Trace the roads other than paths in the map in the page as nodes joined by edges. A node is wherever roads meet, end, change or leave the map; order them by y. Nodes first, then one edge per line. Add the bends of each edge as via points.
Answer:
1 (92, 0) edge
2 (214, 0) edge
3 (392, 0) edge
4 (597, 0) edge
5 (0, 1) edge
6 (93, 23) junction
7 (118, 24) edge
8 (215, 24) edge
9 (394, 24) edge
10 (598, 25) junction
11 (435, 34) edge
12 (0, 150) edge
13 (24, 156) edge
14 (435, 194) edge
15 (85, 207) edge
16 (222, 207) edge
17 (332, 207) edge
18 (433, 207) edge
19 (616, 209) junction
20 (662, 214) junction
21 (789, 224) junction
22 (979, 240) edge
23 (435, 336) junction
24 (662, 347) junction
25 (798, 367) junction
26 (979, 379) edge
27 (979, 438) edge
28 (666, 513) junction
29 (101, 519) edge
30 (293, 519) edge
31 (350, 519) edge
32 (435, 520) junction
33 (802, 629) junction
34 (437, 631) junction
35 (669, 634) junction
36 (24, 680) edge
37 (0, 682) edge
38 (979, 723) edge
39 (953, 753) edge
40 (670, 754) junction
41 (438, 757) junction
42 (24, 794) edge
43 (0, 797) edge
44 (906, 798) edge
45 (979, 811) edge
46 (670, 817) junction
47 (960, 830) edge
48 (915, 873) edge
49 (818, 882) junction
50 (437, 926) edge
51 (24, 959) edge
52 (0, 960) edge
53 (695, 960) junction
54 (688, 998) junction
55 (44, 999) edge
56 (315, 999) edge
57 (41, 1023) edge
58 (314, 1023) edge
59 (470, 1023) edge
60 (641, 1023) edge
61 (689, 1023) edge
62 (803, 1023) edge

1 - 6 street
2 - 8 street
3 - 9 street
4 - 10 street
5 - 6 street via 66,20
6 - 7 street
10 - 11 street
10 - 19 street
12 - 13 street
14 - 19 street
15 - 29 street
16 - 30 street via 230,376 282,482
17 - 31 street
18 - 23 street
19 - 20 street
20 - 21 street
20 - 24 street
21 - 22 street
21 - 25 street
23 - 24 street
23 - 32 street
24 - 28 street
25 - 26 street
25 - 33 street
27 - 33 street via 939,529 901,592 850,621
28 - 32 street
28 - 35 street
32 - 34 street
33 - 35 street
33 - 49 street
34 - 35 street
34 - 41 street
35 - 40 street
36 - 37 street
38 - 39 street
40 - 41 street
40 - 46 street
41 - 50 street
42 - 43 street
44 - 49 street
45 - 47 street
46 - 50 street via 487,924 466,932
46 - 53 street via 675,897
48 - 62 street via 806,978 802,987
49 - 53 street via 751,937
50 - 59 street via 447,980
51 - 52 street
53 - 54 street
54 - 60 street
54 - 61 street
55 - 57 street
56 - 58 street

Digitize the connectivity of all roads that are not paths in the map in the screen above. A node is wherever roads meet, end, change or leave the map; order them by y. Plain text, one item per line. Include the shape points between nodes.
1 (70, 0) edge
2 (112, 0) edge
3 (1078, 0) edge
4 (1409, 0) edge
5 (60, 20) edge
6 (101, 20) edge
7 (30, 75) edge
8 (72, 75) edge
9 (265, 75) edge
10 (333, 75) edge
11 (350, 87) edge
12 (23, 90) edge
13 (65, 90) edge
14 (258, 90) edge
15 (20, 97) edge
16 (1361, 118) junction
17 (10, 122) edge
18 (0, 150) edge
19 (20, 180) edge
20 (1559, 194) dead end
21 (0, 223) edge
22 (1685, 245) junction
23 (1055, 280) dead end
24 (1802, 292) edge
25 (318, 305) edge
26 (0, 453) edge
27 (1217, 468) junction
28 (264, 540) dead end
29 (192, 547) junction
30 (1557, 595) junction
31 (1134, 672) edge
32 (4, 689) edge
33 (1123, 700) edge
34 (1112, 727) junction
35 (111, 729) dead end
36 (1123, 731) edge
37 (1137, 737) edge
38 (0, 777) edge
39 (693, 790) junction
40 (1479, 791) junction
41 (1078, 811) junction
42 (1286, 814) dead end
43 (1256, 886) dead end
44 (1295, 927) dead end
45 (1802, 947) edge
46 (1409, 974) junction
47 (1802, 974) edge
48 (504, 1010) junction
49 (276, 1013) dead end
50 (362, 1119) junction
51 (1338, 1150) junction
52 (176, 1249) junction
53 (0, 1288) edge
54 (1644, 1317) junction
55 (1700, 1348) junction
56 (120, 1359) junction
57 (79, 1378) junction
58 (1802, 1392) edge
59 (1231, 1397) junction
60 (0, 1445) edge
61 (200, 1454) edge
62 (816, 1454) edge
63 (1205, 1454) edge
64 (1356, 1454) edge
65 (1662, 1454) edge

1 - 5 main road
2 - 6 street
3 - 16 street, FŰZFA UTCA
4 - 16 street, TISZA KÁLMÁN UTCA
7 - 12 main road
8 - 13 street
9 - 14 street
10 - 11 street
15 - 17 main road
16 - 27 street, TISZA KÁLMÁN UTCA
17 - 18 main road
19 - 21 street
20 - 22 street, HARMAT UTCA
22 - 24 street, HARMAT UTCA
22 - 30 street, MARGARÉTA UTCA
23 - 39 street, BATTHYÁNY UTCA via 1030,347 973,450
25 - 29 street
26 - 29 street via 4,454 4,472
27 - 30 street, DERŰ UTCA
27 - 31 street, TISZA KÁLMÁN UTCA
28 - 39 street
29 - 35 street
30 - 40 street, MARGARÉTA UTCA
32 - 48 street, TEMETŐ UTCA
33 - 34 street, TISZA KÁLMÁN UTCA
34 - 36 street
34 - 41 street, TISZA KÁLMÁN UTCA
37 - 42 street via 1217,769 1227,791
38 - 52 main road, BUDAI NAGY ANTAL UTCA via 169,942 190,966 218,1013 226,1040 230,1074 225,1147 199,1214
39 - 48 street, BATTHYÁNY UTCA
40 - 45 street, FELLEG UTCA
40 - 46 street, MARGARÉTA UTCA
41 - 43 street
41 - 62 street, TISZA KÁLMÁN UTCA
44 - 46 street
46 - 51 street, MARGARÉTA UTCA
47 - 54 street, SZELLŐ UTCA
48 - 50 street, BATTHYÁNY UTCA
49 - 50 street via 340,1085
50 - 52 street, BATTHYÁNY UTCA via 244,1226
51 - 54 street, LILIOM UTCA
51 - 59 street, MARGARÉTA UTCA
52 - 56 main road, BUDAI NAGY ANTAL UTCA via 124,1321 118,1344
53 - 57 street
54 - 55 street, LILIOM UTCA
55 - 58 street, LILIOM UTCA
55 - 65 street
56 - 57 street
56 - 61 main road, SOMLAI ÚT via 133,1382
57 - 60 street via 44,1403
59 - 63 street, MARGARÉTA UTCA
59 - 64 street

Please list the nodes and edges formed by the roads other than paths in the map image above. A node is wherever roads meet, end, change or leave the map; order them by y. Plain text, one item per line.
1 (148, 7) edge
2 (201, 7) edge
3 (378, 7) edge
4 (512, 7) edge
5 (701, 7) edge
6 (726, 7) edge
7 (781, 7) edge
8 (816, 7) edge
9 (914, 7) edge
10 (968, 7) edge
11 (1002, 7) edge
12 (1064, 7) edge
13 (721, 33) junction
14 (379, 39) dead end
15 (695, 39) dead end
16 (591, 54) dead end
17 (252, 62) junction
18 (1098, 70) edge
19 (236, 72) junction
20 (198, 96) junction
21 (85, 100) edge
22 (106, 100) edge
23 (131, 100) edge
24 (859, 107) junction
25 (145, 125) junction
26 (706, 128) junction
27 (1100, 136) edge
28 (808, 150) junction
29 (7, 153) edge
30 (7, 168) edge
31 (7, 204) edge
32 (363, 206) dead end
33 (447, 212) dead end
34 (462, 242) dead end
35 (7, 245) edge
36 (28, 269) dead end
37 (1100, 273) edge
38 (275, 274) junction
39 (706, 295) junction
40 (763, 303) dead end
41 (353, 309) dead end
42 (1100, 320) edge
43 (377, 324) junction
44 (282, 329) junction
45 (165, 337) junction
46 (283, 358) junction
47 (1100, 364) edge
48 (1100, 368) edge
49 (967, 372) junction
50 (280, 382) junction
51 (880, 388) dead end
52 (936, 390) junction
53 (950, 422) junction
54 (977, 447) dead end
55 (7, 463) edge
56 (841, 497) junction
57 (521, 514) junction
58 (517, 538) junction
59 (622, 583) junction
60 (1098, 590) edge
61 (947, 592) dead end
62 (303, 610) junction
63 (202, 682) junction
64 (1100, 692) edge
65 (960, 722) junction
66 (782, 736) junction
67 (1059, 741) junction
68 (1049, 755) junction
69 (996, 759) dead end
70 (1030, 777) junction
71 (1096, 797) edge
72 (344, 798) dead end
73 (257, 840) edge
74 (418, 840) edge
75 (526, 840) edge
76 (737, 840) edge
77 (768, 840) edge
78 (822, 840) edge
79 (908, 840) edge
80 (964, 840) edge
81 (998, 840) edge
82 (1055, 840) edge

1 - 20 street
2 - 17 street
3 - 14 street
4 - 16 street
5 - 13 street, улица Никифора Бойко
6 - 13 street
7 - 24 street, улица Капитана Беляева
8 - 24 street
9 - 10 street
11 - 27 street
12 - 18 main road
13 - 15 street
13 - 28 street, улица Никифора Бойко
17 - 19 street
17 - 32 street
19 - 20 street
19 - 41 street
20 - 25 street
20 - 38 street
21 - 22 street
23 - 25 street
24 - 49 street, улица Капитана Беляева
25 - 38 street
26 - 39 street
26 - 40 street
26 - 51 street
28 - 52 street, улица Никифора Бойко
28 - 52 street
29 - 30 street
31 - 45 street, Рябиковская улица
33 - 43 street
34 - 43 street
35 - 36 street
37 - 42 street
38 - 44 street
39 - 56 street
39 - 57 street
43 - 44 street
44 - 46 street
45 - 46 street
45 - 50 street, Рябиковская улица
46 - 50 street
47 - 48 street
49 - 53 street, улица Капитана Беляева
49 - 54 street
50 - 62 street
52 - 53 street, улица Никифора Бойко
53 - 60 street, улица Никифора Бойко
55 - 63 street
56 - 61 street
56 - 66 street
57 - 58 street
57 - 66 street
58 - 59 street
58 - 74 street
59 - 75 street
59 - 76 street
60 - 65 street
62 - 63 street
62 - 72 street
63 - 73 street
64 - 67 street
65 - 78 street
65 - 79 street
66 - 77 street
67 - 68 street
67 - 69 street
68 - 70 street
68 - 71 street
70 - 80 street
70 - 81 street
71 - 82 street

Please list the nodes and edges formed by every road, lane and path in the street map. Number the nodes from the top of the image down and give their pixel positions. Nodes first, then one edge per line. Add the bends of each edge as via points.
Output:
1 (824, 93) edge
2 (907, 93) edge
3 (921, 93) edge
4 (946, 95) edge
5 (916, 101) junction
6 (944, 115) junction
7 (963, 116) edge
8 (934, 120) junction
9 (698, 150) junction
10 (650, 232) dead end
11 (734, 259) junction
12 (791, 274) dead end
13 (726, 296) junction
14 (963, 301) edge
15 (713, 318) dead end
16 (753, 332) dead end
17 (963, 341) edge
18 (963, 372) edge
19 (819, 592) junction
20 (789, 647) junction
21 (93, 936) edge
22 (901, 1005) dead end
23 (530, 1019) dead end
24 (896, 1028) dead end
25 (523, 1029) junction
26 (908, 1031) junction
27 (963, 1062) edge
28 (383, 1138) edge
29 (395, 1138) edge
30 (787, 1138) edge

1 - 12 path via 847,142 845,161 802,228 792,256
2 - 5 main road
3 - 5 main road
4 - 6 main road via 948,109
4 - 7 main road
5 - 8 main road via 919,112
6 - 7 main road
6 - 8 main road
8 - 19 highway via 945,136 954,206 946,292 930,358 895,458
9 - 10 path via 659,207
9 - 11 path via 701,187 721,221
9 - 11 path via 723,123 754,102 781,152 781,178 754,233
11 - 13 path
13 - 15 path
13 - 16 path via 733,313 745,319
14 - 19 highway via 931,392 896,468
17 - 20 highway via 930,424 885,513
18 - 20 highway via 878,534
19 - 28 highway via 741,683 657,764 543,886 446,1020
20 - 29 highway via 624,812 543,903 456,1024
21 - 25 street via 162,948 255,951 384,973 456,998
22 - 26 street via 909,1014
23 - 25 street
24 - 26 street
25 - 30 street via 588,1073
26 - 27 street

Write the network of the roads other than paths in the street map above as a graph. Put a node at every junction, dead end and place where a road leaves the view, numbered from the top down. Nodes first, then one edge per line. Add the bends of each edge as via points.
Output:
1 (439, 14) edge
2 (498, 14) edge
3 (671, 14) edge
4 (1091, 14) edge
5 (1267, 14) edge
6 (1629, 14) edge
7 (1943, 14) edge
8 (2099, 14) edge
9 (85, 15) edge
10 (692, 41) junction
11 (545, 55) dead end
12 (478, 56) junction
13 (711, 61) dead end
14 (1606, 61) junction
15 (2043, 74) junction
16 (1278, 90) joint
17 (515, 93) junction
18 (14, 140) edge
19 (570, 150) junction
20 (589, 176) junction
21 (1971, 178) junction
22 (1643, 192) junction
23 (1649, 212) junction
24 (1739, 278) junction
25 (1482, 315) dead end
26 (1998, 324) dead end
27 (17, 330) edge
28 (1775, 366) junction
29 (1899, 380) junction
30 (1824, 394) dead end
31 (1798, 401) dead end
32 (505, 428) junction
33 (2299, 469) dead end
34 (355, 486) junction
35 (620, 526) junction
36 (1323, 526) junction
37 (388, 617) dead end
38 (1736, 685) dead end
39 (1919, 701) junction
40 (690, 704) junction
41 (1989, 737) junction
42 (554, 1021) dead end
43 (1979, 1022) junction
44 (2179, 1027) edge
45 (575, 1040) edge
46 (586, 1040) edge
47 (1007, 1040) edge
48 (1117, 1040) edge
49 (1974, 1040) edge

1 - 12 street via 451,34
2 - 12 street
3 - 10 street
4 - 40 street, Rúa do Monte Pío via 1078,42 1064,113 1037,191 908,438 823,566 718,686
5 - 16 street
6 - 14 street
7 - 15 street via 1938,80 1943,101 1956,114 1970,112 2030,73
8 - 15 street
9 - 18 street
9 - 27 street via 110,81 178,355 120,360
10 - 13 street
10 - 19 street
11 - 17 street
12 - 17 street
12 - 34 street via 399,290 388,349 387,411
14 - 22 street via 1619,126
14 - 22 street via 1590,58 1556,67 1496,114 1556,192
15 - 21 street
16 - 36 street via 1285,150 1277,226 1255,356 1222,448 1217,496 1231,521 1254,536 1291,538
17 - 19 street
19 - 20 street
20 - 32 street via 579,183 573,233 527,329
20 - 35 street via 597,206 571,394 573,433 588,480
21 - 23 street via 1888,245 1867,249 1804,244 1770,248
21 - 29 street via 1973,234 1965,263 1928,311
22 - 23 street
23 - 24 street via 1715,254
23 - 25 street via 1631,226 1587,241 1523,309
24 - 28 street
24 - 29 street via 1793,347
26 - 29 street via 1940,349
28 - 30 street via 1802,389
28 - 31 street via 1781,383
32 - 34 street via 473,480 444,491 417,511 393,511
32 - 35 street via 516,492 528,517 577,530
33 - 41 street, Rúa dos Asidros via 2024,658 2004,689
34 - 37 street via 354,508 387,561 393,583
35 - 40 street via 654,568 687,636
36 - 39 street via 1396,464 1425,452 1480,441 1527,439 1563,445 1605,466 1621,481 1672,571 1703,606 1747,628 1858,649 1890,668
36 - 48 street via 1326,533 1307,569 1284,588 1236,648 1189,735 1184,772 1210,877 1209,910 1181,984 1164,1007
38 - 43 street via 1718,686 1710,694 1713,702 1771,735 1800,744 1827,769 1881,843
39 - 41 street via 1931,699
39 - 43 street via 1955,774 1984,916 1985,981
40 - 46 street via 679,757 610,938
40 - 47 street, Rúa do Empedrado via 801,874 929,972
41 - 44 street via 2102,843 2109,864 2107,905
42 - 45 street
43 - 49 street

Task » Every line holding the word "LILIOM" should be copied out of the records above.

Response to this task »
51 - 54 street, LILIOM UTCA
54 - 55 street, LILIOM UTCA
55 - 58 street, LILIOM UTCA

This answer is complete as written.